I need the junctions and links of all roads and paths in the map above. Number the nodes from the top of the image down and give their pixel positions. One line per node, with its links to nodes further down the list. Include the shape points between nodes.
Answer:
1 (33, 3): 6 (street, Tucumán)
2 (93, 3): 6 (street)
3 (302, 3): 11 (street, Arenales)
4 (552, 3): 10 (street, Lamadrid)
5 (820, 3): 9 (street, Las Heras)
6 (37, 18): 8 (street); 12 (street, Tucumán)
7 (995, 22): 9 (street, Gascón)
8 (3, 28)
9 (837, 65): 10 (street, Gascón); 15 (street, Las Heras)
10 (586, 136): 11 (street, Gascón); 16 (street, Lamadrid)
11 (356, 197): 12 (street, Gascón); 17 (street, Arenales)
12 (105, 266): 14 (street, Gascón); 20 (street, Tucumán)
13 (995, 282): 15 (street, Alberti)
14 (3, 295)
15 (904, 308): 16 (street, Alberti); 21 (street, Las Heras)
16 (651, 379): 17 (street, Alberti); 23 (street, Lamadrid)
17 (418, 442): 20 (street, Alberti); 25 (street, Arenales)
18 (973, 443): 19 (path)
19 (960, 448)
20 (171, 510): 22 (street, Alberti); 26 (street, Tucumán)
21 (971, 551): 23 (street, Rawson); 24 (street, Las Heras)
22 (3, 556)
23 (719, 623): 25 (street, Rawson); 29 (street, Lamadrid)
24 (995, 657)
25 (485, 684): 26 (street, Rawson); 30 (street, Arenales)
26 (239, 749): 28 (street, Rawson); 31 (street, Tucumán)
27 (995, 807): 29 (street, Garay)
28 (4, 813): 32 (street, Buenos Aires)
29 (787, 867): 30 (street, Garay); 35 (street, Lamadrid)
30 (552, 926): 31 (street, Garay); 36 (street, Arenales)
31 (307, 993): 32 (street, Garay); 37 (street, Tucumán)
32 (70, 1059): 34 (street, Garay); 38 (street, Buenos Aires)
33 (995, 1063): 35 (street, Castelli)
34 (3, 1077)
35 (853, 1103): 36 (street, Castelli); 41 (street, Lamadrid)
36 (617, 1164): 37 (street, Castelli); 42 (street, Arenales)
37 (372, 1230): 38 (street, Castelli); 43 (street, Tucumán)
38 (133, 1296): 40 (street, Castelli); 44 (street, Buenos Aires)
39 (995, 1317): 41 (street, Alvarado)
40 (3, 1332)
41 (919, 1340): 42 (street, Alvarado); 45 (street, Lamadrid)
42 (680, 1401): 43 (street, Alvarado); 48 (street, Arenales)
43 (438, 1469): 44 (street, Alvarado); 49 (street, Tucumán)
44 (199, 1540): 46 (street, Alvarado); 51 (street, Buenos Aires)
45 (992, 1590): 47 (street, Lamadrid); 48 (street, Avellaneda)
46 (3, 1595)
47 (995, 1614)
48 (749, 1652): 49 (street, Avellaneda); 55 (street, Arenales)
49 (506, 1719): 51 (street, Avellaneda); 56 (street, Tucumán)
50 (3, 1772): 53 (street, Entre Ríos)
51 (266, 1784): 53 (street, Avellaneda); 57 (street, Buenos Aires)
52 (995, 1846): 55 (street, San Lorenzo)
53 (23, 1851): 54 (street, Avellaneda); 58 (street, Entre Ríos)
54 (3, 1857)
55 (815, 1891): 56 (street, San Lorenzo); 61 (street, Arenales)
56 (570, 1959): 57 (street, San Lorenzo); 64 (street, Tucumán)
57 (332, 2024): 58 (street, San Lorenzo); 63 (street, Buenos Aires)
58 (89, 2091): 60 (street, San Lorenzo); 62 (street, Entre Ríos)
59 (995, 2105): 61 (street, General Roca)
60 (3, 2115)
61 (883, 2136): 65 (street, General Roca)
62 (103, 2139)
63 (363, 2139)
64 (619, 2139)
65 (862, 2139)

_Work order_:
Return the full listing, word for word.

_Exercise answer_:
I need the junctions and links of all roads and paths in the map above. Number the nodes from the top of the image down and give their pixel positions. One line per node, with its links to nodes further down the list. Include the shape points between nodes.
Answer:
1 (33, 3): 6 (street, Tucumán)
2 (93, 3): 6 (street)
3 (302, 3): 11 (street, Arenales)
4 (552, 3): 10 (street, Lamadrid)
5 (820, 3): 9 (street, Las Heras)
6 (37, 18): 8 (street); 12 (street, Tucumán)
7 (995, 22): 9 (street, Gascón)
8 (3, 28)
9 (837, 65): 10 (street, Gascón); 15 (street, Las Heras)
10 (586, 136): 11 (street, Gascón); 16 (street, Lamadrid)
11 (356, 197): 12 (street, Gascón); 17 (street, Arenales)
12 (105, 266): 14 (street, Gascón); 20 (street, Tucumán)
13 (995, 282): 15 (street, Alberti)
14 (3, 295)
15 (904, 308): 16 (street, Alberti); 21 (street, Las Heras)
16 (651, 379): 17 (street, Alberti); 23 (street, Lamadrid)
17 (418, 442): 20 (street, Alberti); 25 (street, Arenales)
18 (973, 443): 19 (path)
19 (960, 448)
20 (171, 510): 22 (street, Alberti); 26 (street, Tucumán)
21 (971, 551): 23 (street, Rawson); 24 (street, Las Heras)
22 (3, 556)
23 (719, 623): 25 (street, Rawson); 29 (street, Lamadrid)
24 (995, 657)
25 (485, 684): 26 (street, Rawson); 30 (street, Arenales)
26 (239, 749): 28 (street, Rawson); 31 (street, Tucumán)
27 (995, 807): 29 (street, Garay)
28 (4, 813): 32 (street, Buenos Aires)
29 (787, 867): 30 (street, Garay); 35 (street, Lamadrid)
30 (552, 926): 31 (street, Garay); 36 (street, Arenales)
31 (307, 993): 32 (street, Garay); 37 (street, Tucumán)
32 (70, 1059): 34 (street, Garay); 38 (street, Buenos Aires)
33 (995, 1063): 35 (street, Castelli)
34 (3, 1077)
35 (853, 1103): 36 (street, Castelli); 41 (street, Lamadrid)
36 (617, 1164): 37 (street, Castelli); 42 (street, Arenales)
37 (372, 1230): 38 (street, Castelli); 43 (street, Tucumán)
38 (133, 1296): 40 (street, Castelli); 44 (street, Buenos Aires)
39 (995, 1317): 41 (street, Alvarado)
40 (3, 1332)
41 (919, 1340): 42 (street, Alvarado); 45 (street, Lamadrid)
42 (680, 1401): 43 (street, Alvarado); 48 (street, Arenales)
43 (438, 1469): 44 (street, Alvarado); 49 (street, Tucumán)
44 (199, 1540): 46 (street, Alvarado); 51 (street, Buenos Aires)
45 (992, 1590): 47 (street, Lamadrid); 48 (street, Avellaneda)
46 (3, 1595)
47 (995, 1614)
48 (749, 1652): 49 (street, Avellaneda); 55 (street, Arenales)
49 (506, 1719): 51 (street, Avellaneda); 56 (street, Tucumán)
50 (3, 1772): 53 (street, Entre Ríos)
51 (266, 1784): 53 (street, Avellaneda); 57 (street, Buenos Aires)
52 (995, 1846): 55 (street, San Lorenzo)
53 (23, 1851): 54 (street, Avellaneda); 58 (street, Entre Ríos)
54 (3, 1857)
55 (815, 1891): 56 (street, San Lorenzo); 61 (street, Arenales)
56 (570, 1959): 57 (street, San Lorenzo); 64 (street, Tucumán)
57 (332, 2024): 58 (street, San Lorenzo); 63 (street, Buenos Aires)
58 (89, 2091): 60 (street, San Lorenzo); 62 (street, Entre Ríos)
59 (995, 2105): 61 (street, General Roca)
60 (3, 2115)
61 (883, 2136): 65 (street, General Roca)
62 (103, 2139)
63 (363, 2139)
64 (619, 2139)
65 (862, 2139)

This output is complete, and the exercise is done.